Greater occupational diversity is paralleled by greater gender and racial diversity. As predicted by proponents, the number of successful female and minority candidates has risen. Female candidates seem to find it easier to gain entry to term‐limited legislatures than to non‐term‐limited legislatures and are more likely to gain leadership positions in high‐turnover legislatures. The same is true for minority candidates. A recent survey of the term‐limited Michigan legislature found a 42 percent increase in female state House members and a 65 percent increase in African‐American state House members.
Lesson Three. Term‐limited legislatures undergo positive institutional changes. As institutions, they become more merit based and less governed by an outdated seniority system. Term limits eliminate the possibility of entrenched legislative leaders dominating a legislative chamber. Leadership positions (especially that of Speaker) become less powerful as a more decentralized power structure evolves in response to the growing independence of term‐limited freshmen legislators. Generally speaking, freshman legislators tend to ask tougher questions of bureaucrats and demand a higher level of performance from government agencies than did their predecessors.
Has the alleged loss of knowledge and experience dealt a devastating blow to the term‐limited state legislatures? The evidence accumulated to date suggests that the fears of critics are unwarranted. In many instances, the loss of institutional memory, legislative knowledge, and political experience has fostered a more energetic, more ideological, and more effective deliberative body. There is little evidence to suggest that (contrary to the predictions of critics of term limits) the bureaucracy, the interest group lobbyists, or the legislative staffs have filled the “experience void” to the detriment of state‐level democracy or public policy.
Lesson Four. Term limits act as a natural campaign finance reform. Term limits diminish the value of a legislative seat to lobbyists and the special interests they represent in state capitals. That reduces the incentive for lobbyists to raise and to distribute the large “soft money” contributions so disliked by the political establishment. In states as dissimilar as Maine, Michigan, and Ohio there is evidence that lobbyists are unsettled by the term limits‐induced need to build new political relationships from scratch.
Lesson Five. Term limits improve the quality of legislation. The continual infusion of fresh blood into state legislatures is improving public policy. By mandating frequent legislative turnover, term limits are bringing new perspectives to state legislatures, reducing the concentration on reelection, and thereby diminishing the incentive for wasteful election‐related pork barrel spending that flourishes in a careerist legislative culture.

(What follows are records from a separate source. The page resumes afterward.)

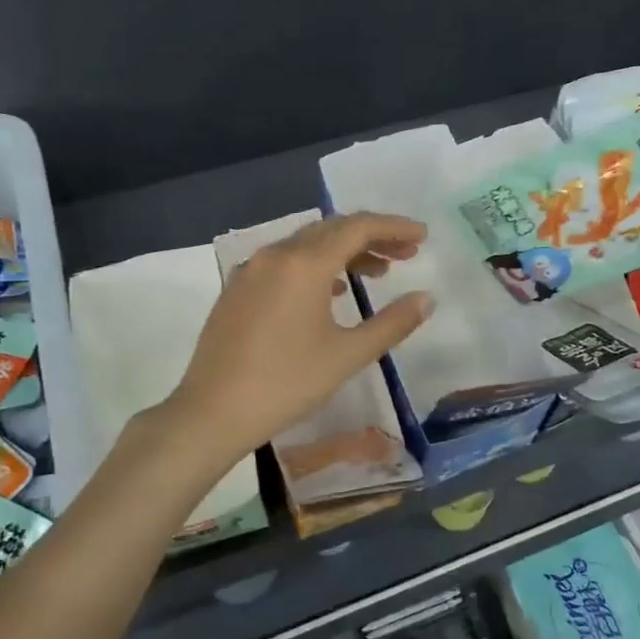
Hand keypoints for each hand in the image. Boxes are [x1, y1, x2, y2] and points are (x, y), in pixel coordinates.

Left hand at [169, 213, 434, 462]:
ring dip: (344, 251)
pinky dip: (316, 265)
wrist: (212, 411)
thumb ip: (392, 323)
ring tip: (378, 272)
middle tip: (407, 252)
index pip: (358, 227)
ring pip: (307, 244)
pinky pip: (285, 261)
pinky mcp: (237, 288)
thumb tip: (426, 299)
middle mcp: (276, 254)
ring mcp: (251, 269)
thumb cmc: (286, 383)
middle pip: (332, 229)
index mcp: (304, 263)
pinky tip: (332, 292)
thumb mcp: (347, 355)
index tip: (423, 235)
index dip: (394, 227)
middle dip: (372, 236)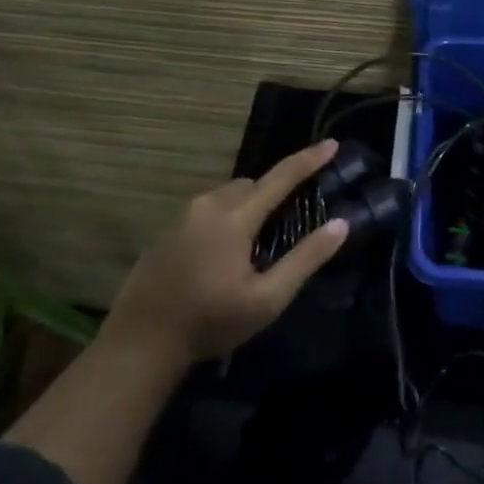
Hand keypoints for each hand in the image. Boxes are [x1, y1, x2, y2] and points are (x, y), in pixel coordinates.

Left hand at [108, 140, 349, 362]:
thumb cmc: (210, 322)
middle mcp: (207, 205)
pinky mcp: (167, 229)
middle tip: (289, 223)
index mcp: (234, 218)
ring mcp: (183, 215)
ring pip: (227, 195)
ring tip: (256, 245)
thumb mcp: (266, 299)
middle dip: (273, 194)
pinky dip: (224, 218)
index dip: (309, 159)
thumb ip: (305, 259)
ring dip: (247, 206)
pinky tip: (223, 255)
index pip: (280, 178)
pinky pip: (207, 209)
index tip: (332, 143)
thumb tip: (340, 224)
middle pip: (251, 184)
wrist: (142, 341)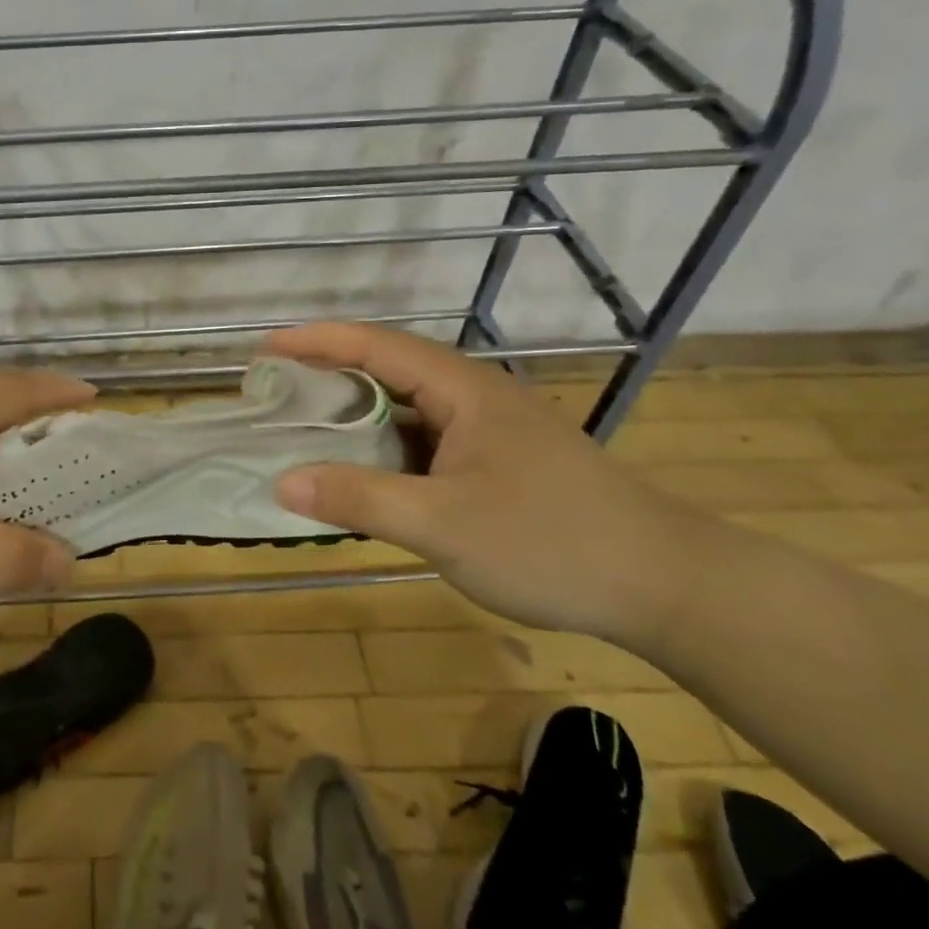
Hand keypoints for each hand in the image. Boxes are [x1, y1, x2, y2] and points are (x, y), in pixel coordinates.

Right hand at [267, 322, 724, 641]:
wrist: (666, 586)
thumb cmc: (551, 542)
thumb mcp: (443, 524)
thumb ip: (359, 499)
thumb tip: (281, 481)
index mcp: (462, 390)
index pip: (374, 346)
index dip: (315, 341)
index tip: (262, 349)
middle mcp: (474, 397)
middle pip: (387, 371)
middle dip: (327, 376)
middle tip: (273, 392)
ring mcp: (488, 431)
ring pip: (406, 411)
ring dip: (355, 417)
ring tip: (303, 431)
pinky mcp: (497, 463)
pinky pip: (424, 444)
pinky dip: (383, 451)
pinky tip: (364, 477)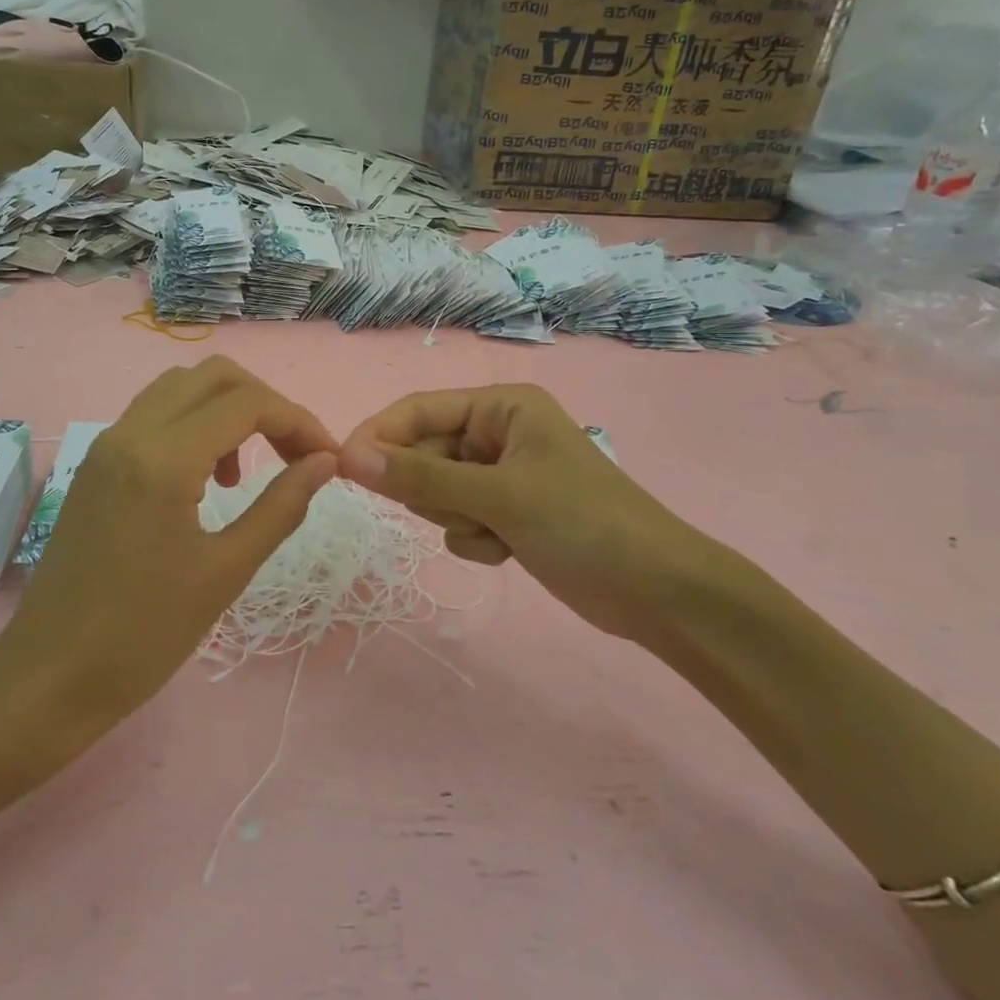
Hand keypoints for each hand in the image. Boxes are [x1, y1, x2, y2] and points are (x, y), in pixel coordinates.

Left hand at [0, 359, 337, 826]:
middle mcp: (131, 433)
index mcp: (164, 459)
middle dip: (264, 404)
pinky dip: (192, 424)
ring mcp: (107, 445)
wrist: (50, 676)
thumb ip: (281, 506)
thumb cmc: (144, 634)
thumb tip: (324, 462)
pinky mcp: (96, 464)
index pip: (247, 403)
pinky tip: (204, 479)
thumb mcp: (226, 571)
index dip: (298, 421)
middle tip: (293, 453)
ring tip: (245, 472)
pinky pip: (153, 415)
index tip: (327, 457)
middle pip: (213, 376)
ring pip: (179, 388)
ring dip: (226, 410)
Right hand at [338, 384, 729, 645]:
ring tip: (499, 531)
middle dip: (435, 490)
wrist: (658, 593)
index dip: (379, 435)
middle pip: (424, 453)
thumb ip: (420, 475)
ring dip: (457, 518)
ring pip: (437, 491)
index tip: (341, 468)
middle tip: (467, 511)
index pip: (418, 410)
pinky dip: (476, 538)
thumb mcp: (497, 495)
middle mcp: (497, 432)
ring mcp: (502, 474)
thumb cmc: (583, 524)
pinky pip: (459, 519)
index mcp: (500, 406)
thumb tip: (347, 456)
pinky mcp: (507, 512)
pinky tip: (510, 550)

There are clear indications that term limits foster institutional settings that are favorable to smaller government. Studies show that the longer an individual stays in office, the greater his support for increased government spending. Limiting terms may lead to limited government, or at least a smaller government than would have existed in their absence. A pattern is developing across the term‐limited states. In Arizona, California, Colorado, Florida, Maine, Montana, and Ohio, the composition of the legislature is evolving from higher spending professional legislators to more fiscally conservative citizen legislators.
In 1990, Oklahoma became the first state to term limit its legislators. Eleven years later a majority of term‐limited states are experiencing campaigns to repeal those laws. Nonetheless, the evidence says we should be extending, rather than ending, the term limits experiment.